Extracted records
○ ○ ○ ○ ○ ○ ○

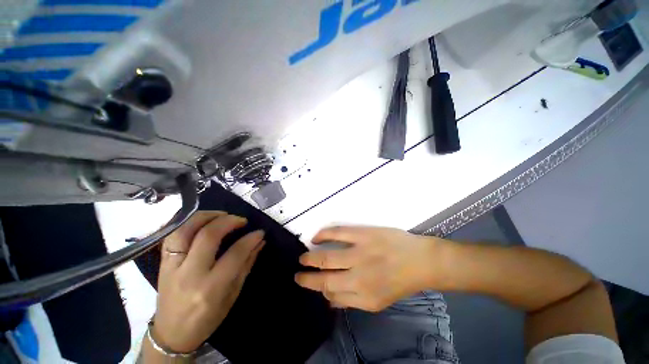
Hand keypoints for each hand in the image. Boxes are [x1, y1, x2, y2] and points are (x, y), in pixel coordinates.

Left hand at [152, 211, 264, 352]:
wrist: (171, 334)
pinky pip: (172, 235)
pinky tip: (203, 221)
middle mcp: (189, 274)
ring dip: (206, 216)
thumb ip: (246, 264)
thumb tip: (260, 242)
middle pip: (208, 236)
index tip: (260, 232)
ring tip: (222, 215)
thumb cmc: (207, 319)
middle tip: (242, 220)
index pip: (234, 254)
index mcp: (210, 288)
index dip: (250, 239)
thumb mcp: (233, 295)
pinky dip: (189, 223)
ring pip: (185, 230)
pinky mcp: (162, 263)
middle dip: (229, 221)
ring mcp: (171, 267)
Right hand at [295, 226, 447, 311]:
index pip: (331, 295)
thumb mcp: (378, 301)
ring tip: (302, 258)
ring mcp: (360, 253)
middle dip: (306, 278)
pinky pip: (337, 233)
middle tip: (297, 274)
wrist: (420, 260)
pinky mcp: (363, 234)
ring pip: (326, 257)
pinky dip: (323, 235)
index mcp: (363, 296)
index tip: (310, 285)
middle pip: (324, 279)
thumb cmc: (399, 281)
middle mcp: (358, 277)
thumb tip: (329, 300)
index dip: (317, 290)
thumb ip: (351, 302)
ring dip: (310, 258)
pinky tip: (316, 238)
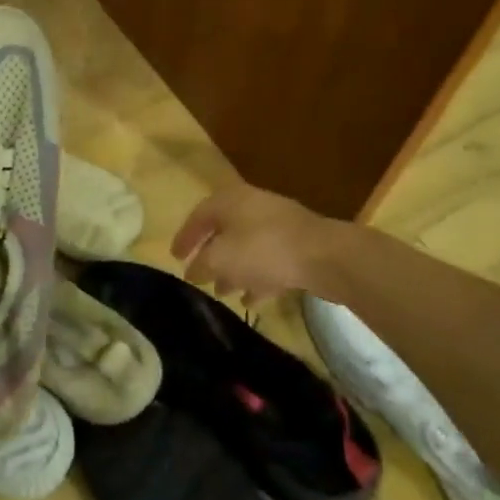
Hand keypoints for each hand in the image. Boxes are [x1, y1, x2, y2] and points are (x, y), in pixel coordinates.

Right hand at [170, 183, 348, 302]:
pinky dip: (256, 278)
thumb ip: (200, 265)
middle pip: (223, 231)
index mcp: (231, 200)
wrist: (324, 256)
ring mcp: (278, 226)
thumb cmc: (262, 250)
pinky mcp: (298, 246)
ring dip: (233, 270)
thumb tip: (192, 271)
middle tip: (198, 275)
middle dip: (210, 256)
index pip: (198, 215)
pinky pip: (268, 261)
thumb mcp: (220, 259)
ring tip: (222, 292)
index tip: (174, 257)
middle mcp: (253, 207)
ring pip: (246, 248)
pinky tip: (250, 299)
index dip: (184, 237)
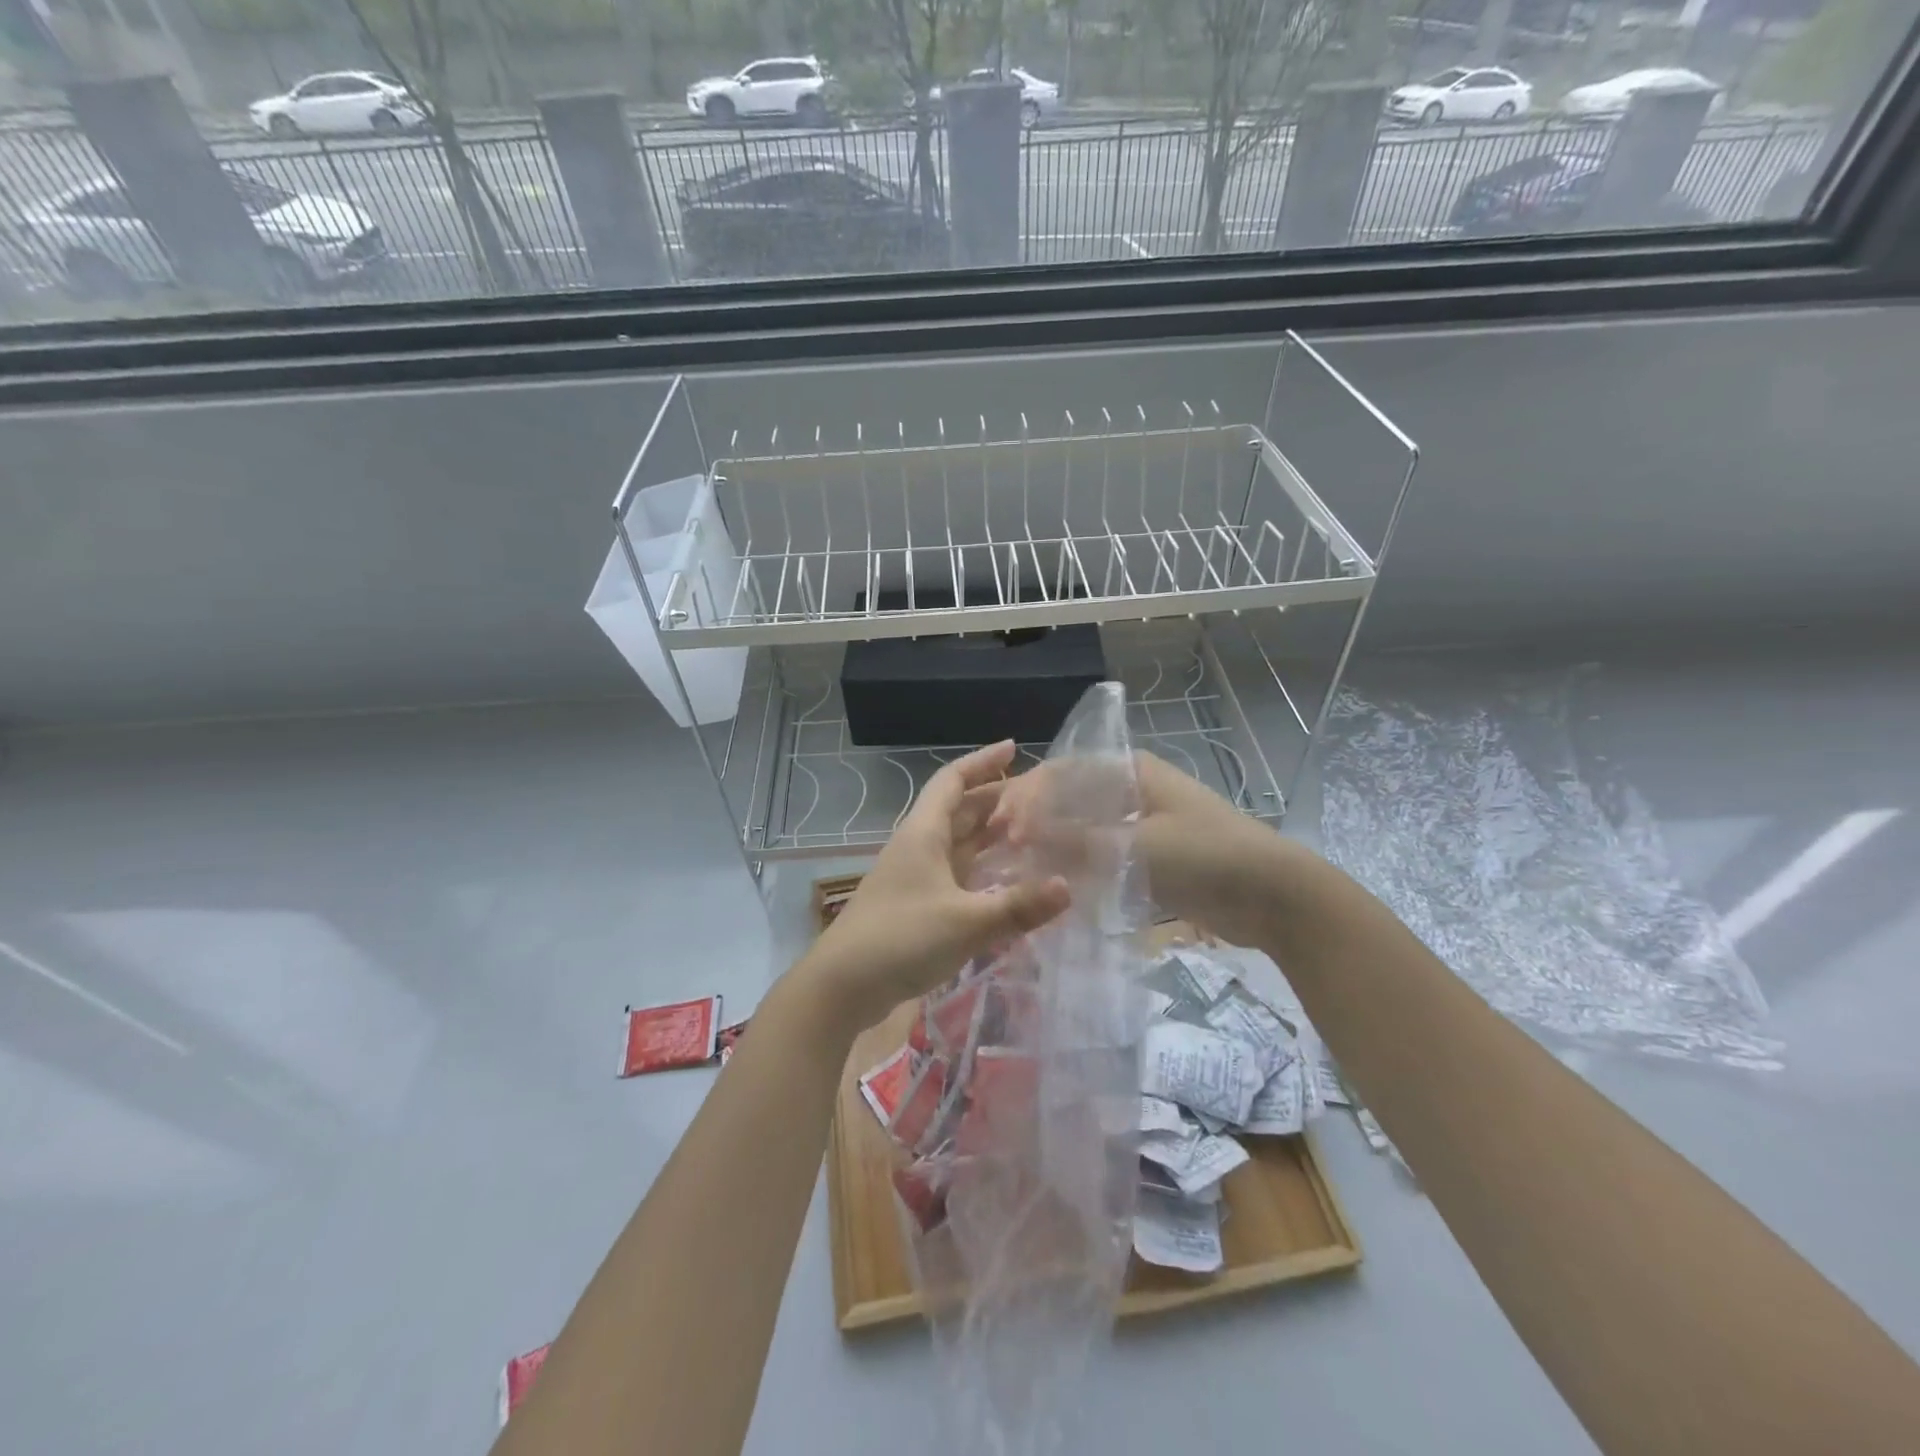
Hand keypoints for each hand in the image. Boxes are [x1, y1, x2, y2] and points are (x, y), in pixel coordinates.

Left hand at [801, 741, 1069, 1032]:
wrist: (841, 986)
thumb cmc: (901, 939)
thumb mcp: (966, 923)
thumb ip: (1017, 907)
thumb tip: (1067, 887)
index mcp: (923, 834)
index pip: (953, 781)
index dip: (981, 761)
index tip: (1013, 747)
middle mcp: (917, 847)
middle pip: (957, 810)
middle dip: (994, 798)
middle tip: (1037, 799)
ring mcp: (913, 877)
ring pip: (956, 843)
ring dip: (987, 834)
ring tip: (1028, 833)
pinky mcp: (914, 906)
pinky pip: (953, 874)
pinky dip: (979, 869)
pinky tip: (1002, 882)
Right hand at [993, 750, 1306, 948]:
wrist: (1274, 896)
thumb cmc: (1206, 856)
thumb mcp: (1137, 846)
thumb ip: (1077, 840)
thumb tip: (1021, 834)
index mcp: (1130, 772)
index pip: (1063, 772)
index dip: (1027, 796)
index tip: (1002, 829)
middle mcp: (1132, 789)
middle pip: (1070, 798)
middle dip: (1036, 821)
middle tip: (1004, 851)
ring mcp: (1142, 823)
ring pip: (1084, 828)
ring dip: (1055, 845)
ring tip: (1021, 870)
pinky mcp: (1151, 856)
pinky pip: (1103, 855)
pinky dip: (1079, 866)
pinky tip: (1057, 885)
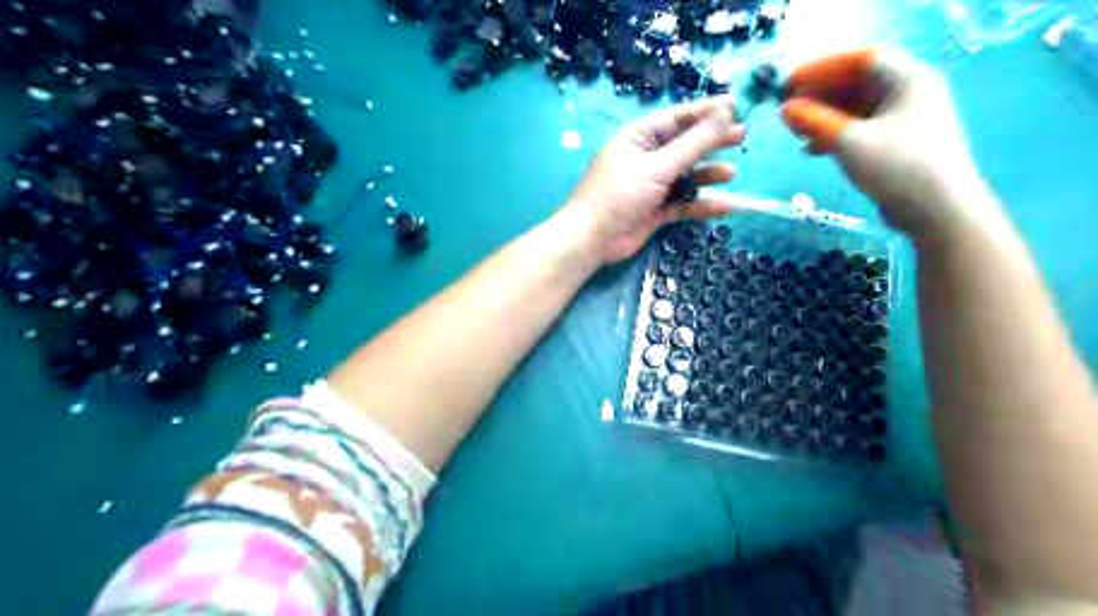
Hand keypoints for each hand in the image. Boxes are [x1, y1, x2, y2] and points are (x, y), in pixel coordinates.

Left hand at [567, 93, 746, 261]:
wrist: (593, 239)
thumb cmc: (620, 193)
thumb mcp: (658, 165)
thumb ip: (694, 143)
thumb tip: (725, 113)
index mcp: (640, 137)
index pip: (678, 118)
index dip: (707, 112)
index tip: (736, 107)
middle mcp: (647, 158)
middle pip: (685, 145)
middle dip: (712, 142)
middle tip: (742, 137)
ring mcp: (652, 185)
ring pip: (687, 176)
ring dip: (707, 175)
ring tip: (731, 174)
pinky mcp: (656, 210)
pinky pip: (684, 203)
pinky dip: (701, 205)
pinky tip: (724, 205)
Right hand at [779, 46, 1001, 240]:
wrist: (937, 210)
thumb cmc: (897, 167)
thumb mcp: (850, 142)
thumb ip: (815, 122)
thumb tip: (786, 109)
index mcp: (908, 80)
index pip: (860, 60)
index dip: (822, 69)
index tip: (789, 84)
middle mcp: (909, 93)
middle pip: (857, 83)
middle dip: (820, 95)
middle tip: (788, 109)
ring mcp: (905, 119)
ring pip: (856, 108)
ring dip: (824, 117)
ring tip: (796, 132)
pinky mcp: (898, 143)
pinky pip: (861, 128)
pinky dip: (836, 134)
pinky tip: (814, 149)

○ ○ ○ ○ ○ ○ ○

■ AIM OF THE EXERCISE
Please return every line from the one that contains "middle tip: (788, 109)" through the end of the entries, exactly, leaving out all others.

■ RESPONSE AREA
middle tip: (788, 109)
ring mcp: (905, 119)
ring pip: (856, 108)
ring dip: (824, 117)
ring tip: (796, 132)
pinky mcp: (898, 143)
pinky pip: (861, 128)
pinky dip: (836, 134)
pinky tip: (814, 149)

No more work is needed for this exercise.